Mark Tami
Main Page: Mark Tami (Labour - Alyn and Deeside)Department Debates - View all Mark Tami's debates with the Leader of the House
(14 years, 4 months ago)
Commons ChamberI, too, welcome you to the Chair, Mr. Deputy Speaker. It seems that north-west England is now very well represented in the Chair, which is a very good thing.
I am astonished that the Leader of the House has tabled a programme motion relating to important changes in the business of the House, given that Conservative Members argued against programme motions on many occasions when in opposition. It seems that things change.
Has my hon. Friend noticed that many of the Members who used to stand up and say how awful such motions were do not appear to be taking part in today’s debate?

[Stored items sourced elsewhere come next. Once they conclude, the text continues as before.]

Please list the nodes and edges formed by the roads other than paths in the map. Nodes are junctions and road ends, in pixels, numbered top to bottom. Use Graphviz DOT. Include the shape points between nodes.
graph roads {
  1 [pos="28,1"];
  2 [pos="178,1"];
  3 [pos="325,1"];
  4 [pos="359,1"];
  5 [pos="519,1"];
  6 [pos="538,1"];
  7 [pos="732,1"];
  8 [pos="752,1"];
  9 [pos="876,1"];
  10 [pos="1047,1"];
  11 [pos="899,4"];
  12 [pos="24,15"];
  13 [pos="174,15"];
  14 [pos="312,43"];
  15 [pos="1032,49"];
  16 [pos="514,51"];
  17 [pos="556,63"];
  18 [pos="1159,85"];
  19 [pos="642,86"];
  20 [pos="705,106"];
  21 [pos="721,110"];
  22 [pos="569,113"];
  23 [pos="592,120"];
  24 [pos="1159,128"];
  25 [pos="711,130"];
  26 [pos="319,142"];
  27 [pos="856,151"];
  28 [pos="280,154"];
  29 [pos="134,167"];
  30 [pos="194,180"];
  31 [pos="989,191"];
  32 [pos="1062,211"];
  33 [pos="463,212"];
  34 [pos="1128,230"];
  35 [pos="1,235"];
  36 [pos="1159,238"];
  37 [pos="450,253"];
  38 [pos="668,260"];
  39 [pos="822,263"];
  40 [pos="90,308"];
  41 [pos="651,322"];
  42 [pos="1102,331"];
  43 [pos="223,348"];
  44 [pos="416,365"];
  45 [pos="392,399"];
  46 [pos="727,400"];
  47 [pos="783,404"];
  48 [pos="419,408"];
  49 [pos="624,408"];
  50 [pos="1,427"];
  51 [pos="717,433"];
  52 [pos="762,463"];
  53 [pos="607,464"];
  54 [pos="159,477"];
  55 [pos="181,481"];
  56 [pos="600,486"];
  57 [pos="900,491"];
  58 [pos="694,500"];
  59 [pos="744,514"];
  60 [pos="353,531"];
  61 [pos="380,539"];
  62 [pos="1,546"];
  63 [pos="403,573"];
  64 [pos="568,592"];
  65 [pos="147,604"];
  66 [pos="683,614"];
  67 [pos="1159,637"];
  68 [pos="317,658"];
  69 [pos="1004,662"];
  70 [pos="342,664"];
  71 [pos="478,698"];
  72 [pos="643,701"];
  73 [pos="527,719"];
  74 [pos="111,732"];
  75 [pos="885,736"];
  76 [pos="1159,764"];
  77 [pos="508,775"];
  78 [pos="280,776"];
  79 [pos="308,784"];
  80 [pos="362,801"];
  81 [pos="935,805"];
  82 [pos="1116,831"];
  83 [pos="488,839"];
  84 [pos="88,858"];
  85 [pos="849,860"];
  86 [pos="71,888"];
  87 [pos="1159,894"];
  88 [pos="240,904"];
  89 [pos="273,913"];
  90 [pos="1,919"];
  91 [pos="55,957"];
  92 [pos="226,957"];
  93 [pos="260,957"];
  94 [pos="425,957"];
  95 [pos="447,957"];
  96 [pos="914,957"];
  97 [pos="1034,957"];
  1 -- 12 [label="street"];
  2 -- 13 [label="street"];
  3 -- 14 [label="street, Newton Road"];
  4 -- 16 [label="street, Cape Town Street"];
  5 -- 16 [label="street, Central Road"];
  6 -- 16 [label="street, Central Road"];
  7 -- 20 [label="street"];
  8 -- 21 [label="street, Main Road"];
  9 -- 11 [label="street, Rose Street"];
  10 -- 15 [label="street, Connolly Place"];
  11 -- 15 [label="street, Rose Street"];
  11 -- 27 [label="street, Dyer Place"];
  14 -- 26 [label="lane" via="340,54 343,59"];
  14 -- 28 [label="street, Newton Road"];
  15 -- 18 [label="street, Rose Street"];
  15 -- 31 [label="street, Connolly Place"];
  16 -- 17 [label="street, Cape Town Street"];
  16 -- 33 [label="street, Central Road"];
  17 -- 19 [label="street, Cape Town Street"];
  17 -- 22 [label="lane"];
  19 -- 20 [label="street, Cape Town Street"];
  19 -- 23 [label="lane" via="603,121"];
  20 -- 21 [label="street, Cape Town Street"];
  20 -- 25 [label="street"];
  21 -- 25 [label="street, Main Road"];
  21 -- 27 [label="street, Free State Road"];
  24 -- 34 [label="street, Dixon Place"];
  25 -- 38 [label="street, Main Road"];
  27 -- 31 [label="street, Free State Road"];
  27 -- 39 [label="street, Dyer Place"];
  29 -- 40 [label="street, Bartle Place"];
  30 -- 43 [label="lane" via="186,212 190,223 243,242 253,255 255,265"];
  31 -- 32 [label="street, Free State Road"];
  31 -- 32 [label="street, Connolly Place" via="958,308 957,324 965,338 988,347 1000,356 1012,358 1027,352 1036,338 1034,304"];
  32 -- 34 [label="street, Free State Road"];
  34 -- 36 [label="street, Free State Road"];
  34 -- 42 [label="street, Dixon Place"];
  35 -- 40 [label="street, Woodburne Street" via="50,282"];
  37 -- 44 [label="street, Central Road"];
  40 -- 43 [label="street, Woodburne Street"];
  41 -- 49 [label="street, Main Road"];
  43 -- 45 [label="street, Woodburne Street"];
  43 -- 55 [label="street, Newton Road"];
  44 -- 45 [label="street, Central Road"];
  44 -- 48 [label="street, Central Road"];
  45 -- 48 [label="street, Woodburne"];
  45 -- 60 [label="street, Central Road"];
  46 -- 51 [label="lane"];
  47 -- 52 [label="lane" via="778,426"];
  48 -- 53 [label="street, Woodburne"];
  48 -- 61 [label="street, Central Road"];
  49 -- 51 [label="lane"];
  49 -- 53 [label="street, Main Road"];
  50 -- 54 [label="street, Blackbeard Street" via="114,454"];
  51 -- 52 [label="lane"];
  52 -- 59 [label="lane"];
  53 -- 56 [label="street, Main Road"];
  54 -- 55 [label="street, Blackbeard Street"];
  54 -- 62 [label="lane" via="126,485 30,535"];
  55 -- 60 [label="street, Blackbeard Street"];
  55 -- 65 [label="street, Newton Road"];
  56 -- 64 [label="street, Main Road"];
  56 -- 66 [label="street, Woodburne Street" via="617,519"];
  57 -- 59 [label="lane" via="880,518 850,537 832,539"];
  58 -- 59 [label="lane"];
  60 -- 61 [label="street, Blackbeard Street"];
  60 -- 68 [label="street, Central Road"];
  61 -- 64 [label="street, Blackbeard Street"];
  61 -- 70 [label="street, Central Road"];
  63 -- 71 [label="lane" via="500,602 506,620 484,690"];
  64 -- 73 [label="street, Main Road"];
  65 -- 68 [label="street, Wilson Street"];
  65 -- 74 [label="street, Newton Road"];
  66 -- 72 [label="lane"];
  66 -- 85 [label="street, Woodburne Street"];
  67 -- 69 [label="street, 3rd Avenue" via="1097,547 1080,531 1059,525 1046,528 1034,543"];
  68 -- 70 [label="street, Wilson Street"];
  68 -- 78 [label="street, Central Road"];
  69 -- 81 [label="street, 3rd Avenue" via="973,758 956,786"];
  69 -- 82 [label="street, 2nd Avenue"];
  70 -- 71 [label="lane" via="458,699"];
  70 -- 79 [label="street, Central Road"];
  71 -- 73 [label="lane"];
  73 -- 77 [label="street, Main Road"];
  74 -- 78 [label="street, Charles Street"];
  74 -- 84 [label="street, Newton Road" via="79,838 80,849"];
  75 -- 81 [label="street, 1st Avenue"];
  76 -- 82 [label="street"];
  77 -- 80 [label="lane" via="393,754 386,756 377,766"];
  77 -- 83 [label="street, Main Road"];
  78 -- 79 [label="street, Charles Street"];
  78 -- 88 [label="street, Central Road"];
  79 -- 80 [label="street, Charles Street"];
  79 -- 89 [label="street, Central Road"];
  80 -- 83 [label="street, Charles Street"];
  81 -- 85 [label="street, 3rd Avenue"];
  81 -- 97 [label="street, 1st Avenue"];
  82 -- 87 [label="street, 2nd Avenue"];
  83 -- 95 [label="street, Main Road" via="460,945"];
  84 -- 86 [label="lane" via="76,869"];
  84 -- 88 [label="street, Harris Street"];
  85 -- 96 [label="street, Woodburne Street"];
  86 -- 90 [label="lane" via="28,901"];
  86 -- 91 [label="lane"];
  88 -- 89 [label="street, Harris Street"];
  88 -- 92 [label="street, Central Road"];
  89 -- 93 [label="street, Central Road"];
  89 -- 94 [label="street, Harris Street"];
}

That is an interesting observation.
It was right that today we were given a considerable amount of time on the Floor of the House to discuss the statement on the Saville inquiry, but it also important for us now to have adequate time in which to debate changes in the business of the House. We have already heard a point of order indicating the seriousness with which one Member takes the issue.
During business questions last week the shadow Leader of the House, my right hon. Friend the Member for Doncaster Central (Ms Winterton), drew attention to the lack of consultation with the Opposition on the details of the changes before the motions were tabled. I am sure that the Deputy Leader of the House is aware that it has been customary for the Opposition to be given advance sight of proposals on House business. That happened throughout all the discussions on reform of the House and the Wright Committee, but it is a courtesy that the coalition Government seem now to have abandoned, and I regret that.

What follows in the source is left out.